INPUT MATERIAL
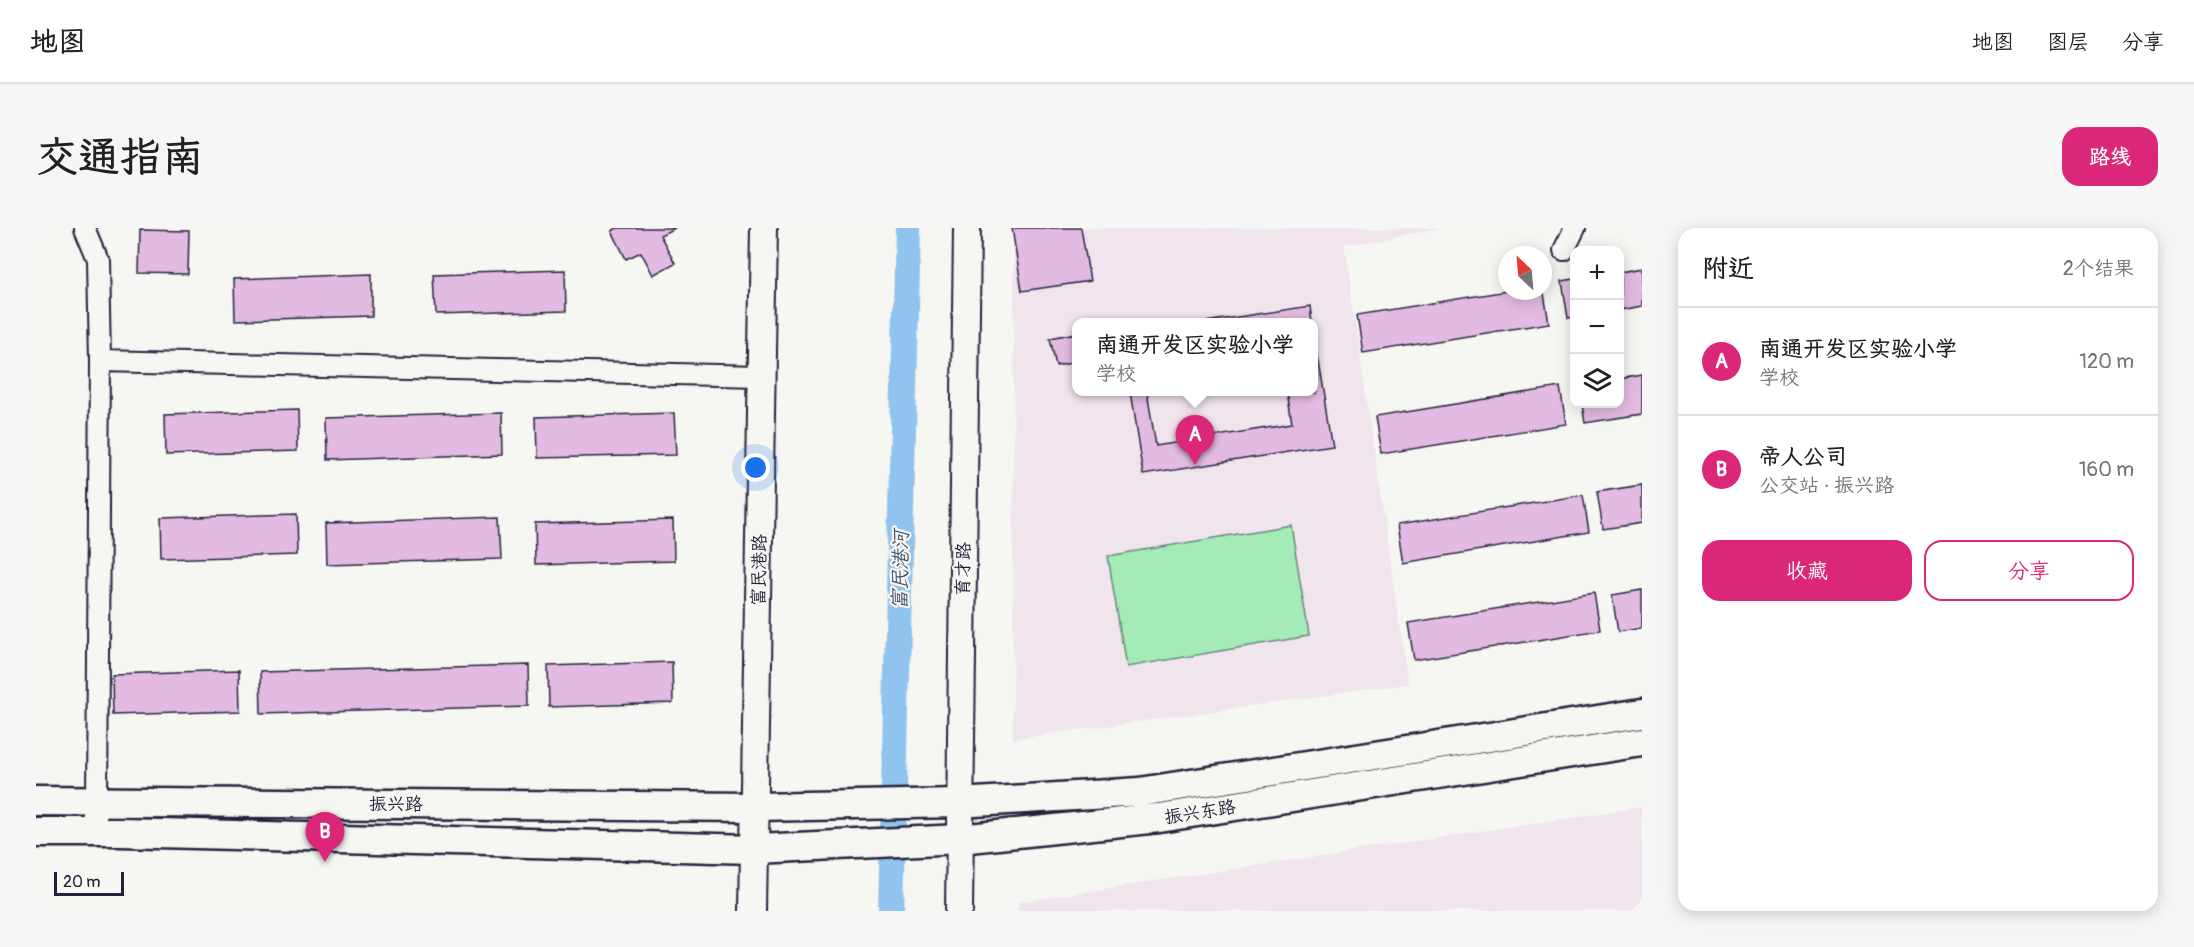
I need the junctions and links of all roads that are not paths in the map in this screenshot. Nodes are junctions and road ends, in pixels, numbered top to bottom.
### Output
1 (85, 228) edge
2 (764, 228) edge
3 (967, 228) edge
4 (1575, 228) edge
5 (1564, 250) dead end
6 (100, 361) junction
7 (762, 375) junction
8 (1642, 713) edge
9 (1642, 742) edge
10 (36, 801) edge
11 (97, 802) junction
12 (959, 803) junction
13 (755, 807) junction
14 (36, 832) edge
15 (95, 832) junction
16 (959, 839) junction
17 (754, 849) junction
18 (753, 911) edge
19 (959, 911) edge

1 - 6 street
2 - 7 street, 富民港路
3 - 12 street, 育才路
4 - 5 street
6 - 7 street
6 - 11 street
7 - 13 street, 富民港路
8 - 12 main road, 振兴东路
9 - 16 main road, 振兴东路
10 - 11 main road, 振兴路
11 - 13 main road, 振兴路
11 - 15 street
12 - 13 main road, 振兴东路
12 - 16 street, 育才路
13 - 17 street, 富民港路
14 - 15 main road, 振兴路
15 - 17 main road, 振兴路
16 - 17 main road, 振兴东路
16 - 19 street, 育才路
17 - 18 street, 富民港路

WHAT YOU HAVE TO DO
Give back the material above exactly as it appears, minus the pictures.

RESULT OF THIS EXERCISE
I need the junctions and links of all roads that are not paths in the map in this screenshot. Nodes are junctions and road ends, in pixels, numbered top to bottom.
### Output
1 (85, 228) edge
2 (764, 228) edge
3 (967, 228) edge
4 (1575, 228) edge
5 (1564, 250) dead end
6 (100, 361) junction
7 (762, 375) junction
8 (1642, 713) edge
9 (1642, 742) edge
10 (36, 801) edge
11 (97, 802) junction
12 (959, 803) junction
13 (755, 807) junction
14 (36, 832) edge
15 (95, 832) junction
16 (959, 839) junction
17 (754, 849) junction
18 (753, 911) edge
19 (959, 911) edge

1 - 6 street
2 - 7 street, 富民港路
3 - 12 street, 育才路
4 - 5 street
6 - 7 street
6 - 11 street
7 - 13 street, 富民港路
8 - 12 main road, 振兴东路
9 - 16 main road, 振兴东路
10 - 11 main road, 振兴路
11 - 13 main road, 振兴路
11 - 15 street
12 - 13 main road, 振兴东路
12 - 16 street, 育才路
13 - 17 street, 富民港路
14 - 15 main road, 振兴路
15 - 17 main road, 振兴路
16 - 17 main road, 振兴东路
16 - 19 street, 育才路
17 - 18 street, 富民港路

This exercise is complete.